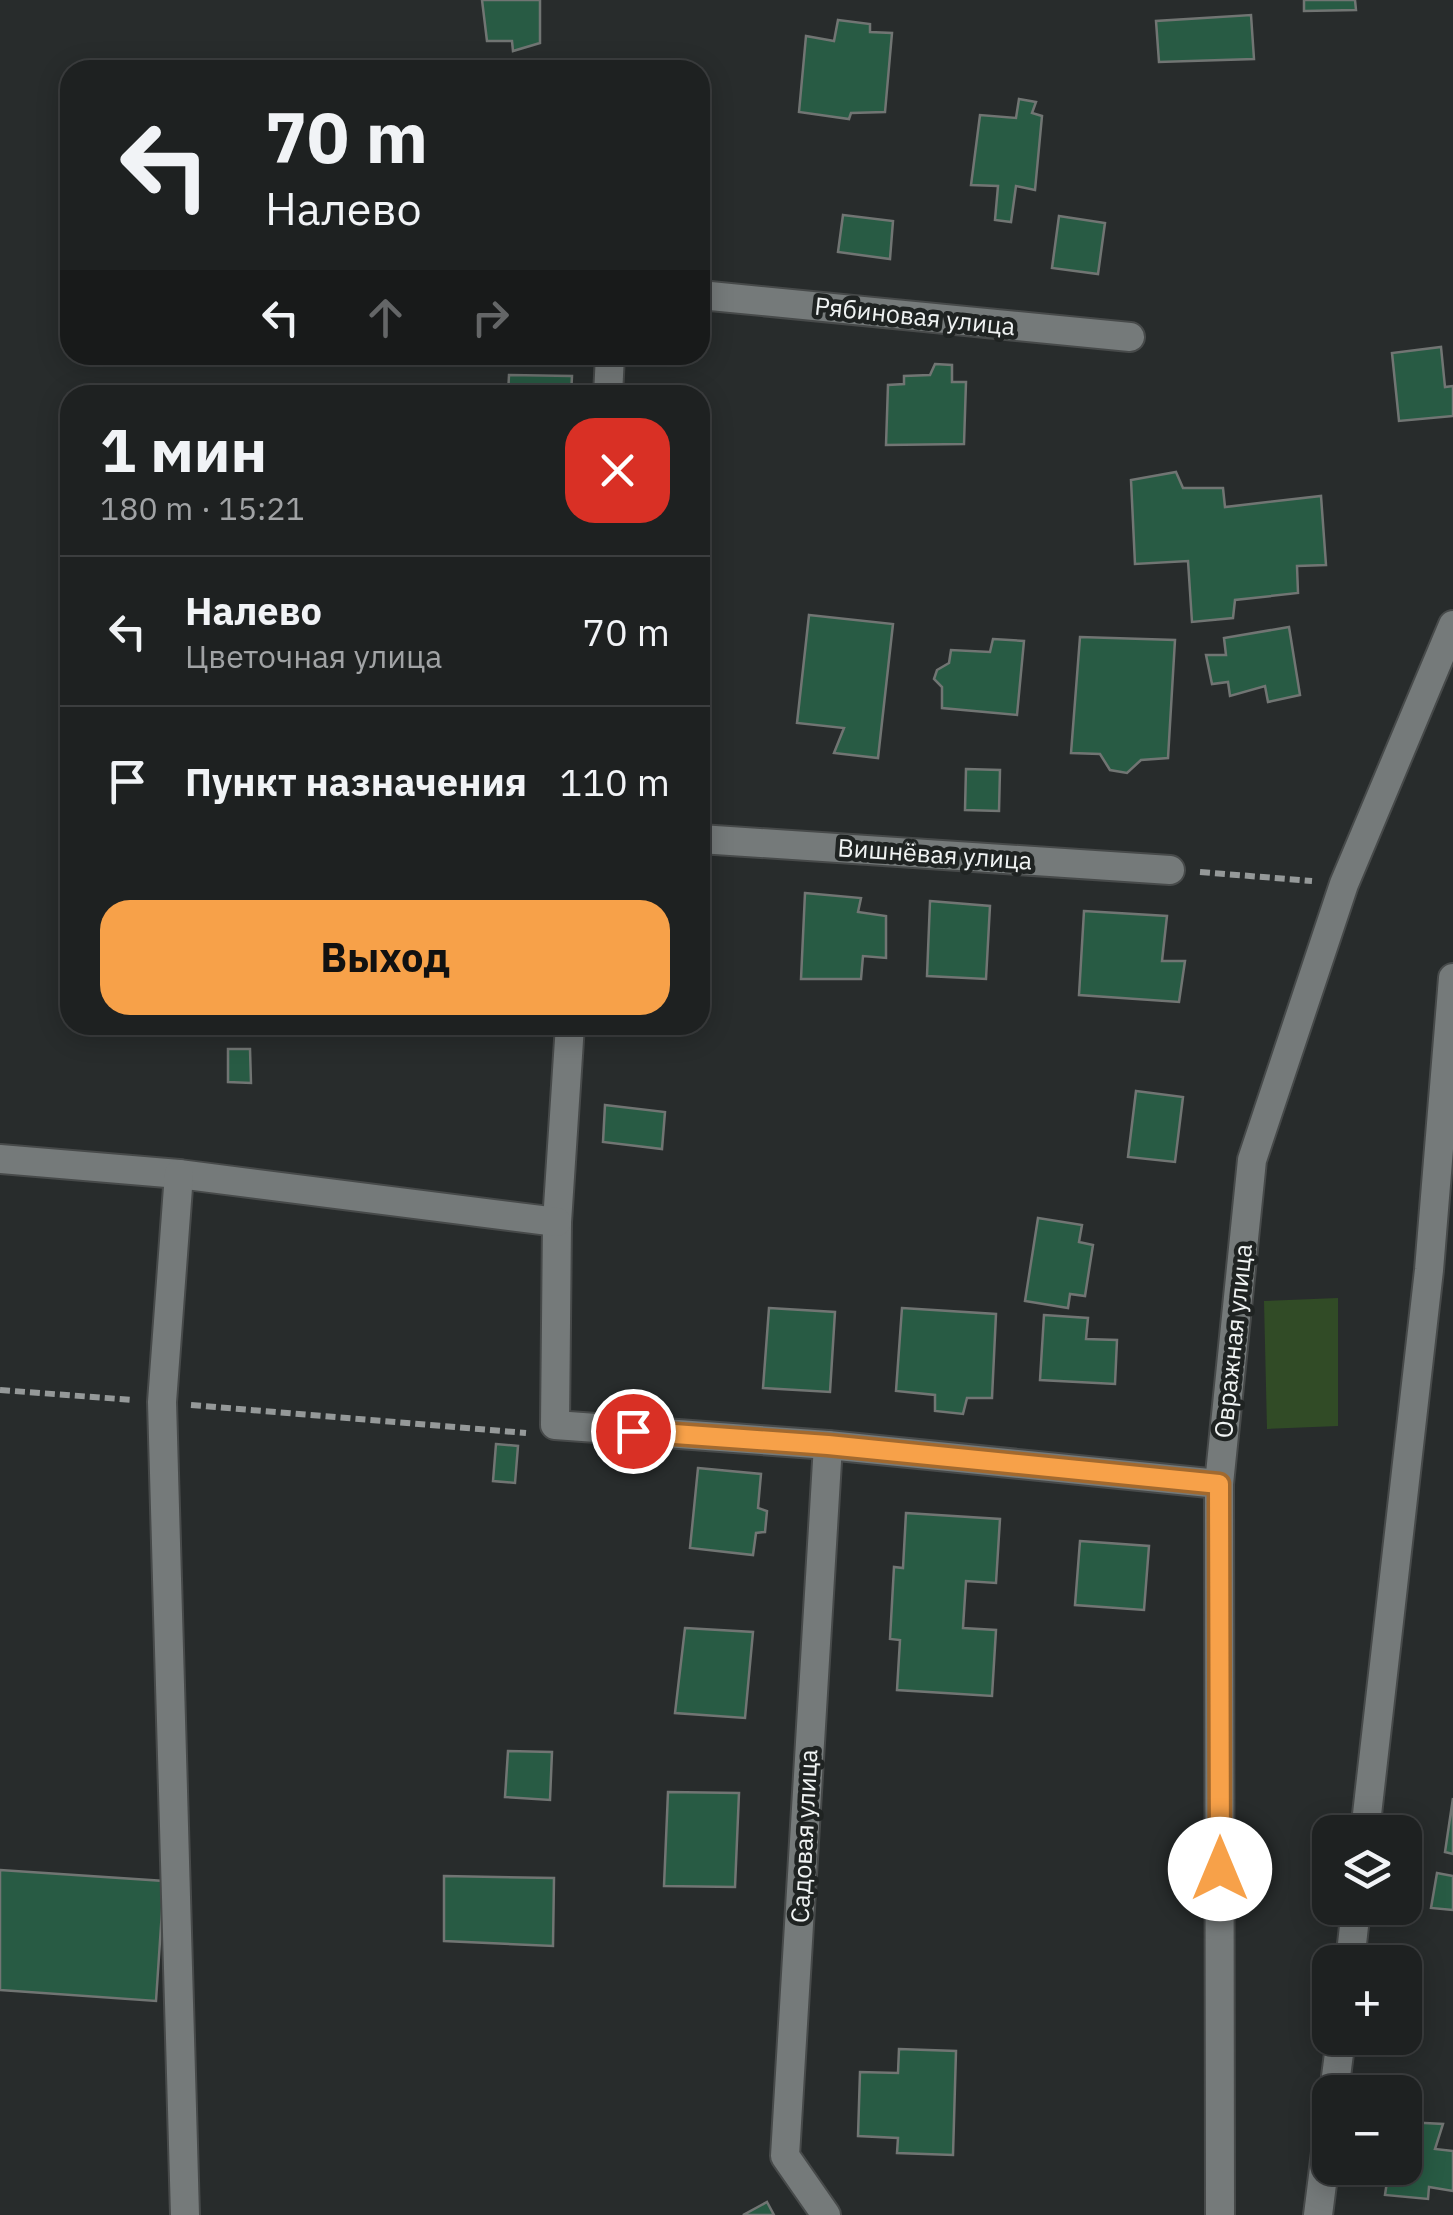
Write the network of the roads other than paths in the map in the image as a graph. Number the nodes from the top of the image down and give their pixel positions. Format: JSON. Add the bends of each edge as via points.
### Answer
{"nodes":[{"id":1,"x":710,"y":296,"type":"edge"},
{"id":2,"x":1130,"y":337,"type":"dead end"},
{"id":3,"x":1453,"y":625,"type":"edge"},
{"id":4,"x":710,"y":839,"type":"edge"},
{"id":5,"x":1170,"y":870,"type":"road end"},
{"id":6,"x":1453,"y":978,"type":"edge"},
{"id":7,"x":569,"y":1035,"type":"edge"},
{"id":8,"x":0,"y":1159,"type":"edge"},
{"id":9,"x":179,"y":1174,"type":"junction"},
{"id":10,"x":558,"y":1222,"type":"junction"},
{"id":11,"x":828,"y":1445,"type":"junction"},
{"id":12,"x":1219,"y":1484,"type":"junction"},
{"id":13,"x":1367,"y":1815,"type":"edge"},
{"id":14,"x":1322,"y":2185,"type":"edge"},
{"id":15,"x":185,"y":2215,"type":"edge"},
{"id":16,"x":826,"y":2215,"type":"edge"},
{"id":17,"x":1220,"y":2215,"type":"edge"},
{"id":18,"x":1318,"y":2215,"type":"edge"}],
"edges":[{"from":1,"to":2,"type":"street","name":"Рябиновая улица"},
{"from":3,"to":12,"type":"street","name":"Овражная улица","via":[[1344,884],[1252,1160]]},
{"from":4,"to":5,"type":"street","name":"Вишнёвая улица"},
{"from":6,"to":13,"type":"street","via":[[1429,1270]]},
{"from":7,"to":10,"type":"street"},
{"from":8,"to":9,"type":"street"},
{"from":9,"to":10,"type":"street"},
{"from":9,"to":15,"type":"street","via":[[162,1402]]},
{"from":10,"to":11,"type":"street","via":[[555,1426]]},
{"from":11,"to":12,"type":"street"},
{"from":11,"to":16,"type":"street","name":"Садовая улица","via":[[785,2156]]},
{"from":12,"to":17,"type":"street","name":"Овражная улица"},
{"from":14,"to":18,"type":"street"}]}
____
• Task description
Would you give the data above again word for word, minus the pictures?

• Reply
Write the network of the roads other than paths in the map in the image as a graph. Number the nodes from the top of the image down and give their pixel positions. Format: JSON. Add the bends of each edge as via points.
### Answer
{"nodes":[{"id":1,"x":710,"y":296,"type":"edge"},
{"id":2,"x":1130,"y":337,"type":"dead end"},
{"id":3,"x":1453,"y":625,"type":"edge"},
{"id":4,"x":710,"y":839,"type":"edge"},
{"id":5,"x":1170,"y":870,"type":"road end"},
{"id":6,"x":1453,"y":978,"type":"edge"},
{"id":7,"x":569,"y":1035,"type":"edge"},
{"id":8,"x":0,"y":1159,"type":"edge"},
{"id":9,"x":179,"y":1174,"type":"junction"},
{"id":10,"x":558,"y":1222,"type":"junction"},
{"id":11,"x":828,"y":1445,"type":"junction"},
{"id":12,"x":1219,"y":1484,"type":"junction"},
{"id":13,"x":1367,"y":1815,"type":"edge"},
{"id":14,"x":1322,"y":2185,"type":"edge"},
{"id":15,"x":185,"y":2215,"type":"edge"},
{"id":16,"x":826,"y":2215,"type":"edge"},
{"id":17,"x":1220,"y":2215,"type":"edge"},
{"id":18,"x":1318,"y":2215,"type":"edge"}],
"edges":[{"from":1,"to":2,"type":"street","name":"Рябиновая улица"},
{"from":3,"to":12,"type":"street","name":"Овражная улица","via":[[1344,884],[1252,1160]]},
{"from":4,"to":5,"type":"street","name":"Вишнёвая улица"},
{"from":6,"to":13,"type":"street","via":[[1429,1270]]},
{"from":7,"to":10,"type":"street"},
{"from":8,"to":9,"type":"street"},
{"from":9,"to":10,"type":"street"},
{"from":9,"to":15,"type":"street","via":[[162,1402]]},
{"from":10,"to":11,"type":"street","via":[[555,1426]]},
{"from":11,"to":12,"type":"street"},
{"from":11,"to":16,"type":"street","name":"Садовая улица","via":[[785,2156]]},
{"from":12,"to":17,"type":"street","name":"Овражная улица"},
{"from":14,"to":18,"type":"street"}]}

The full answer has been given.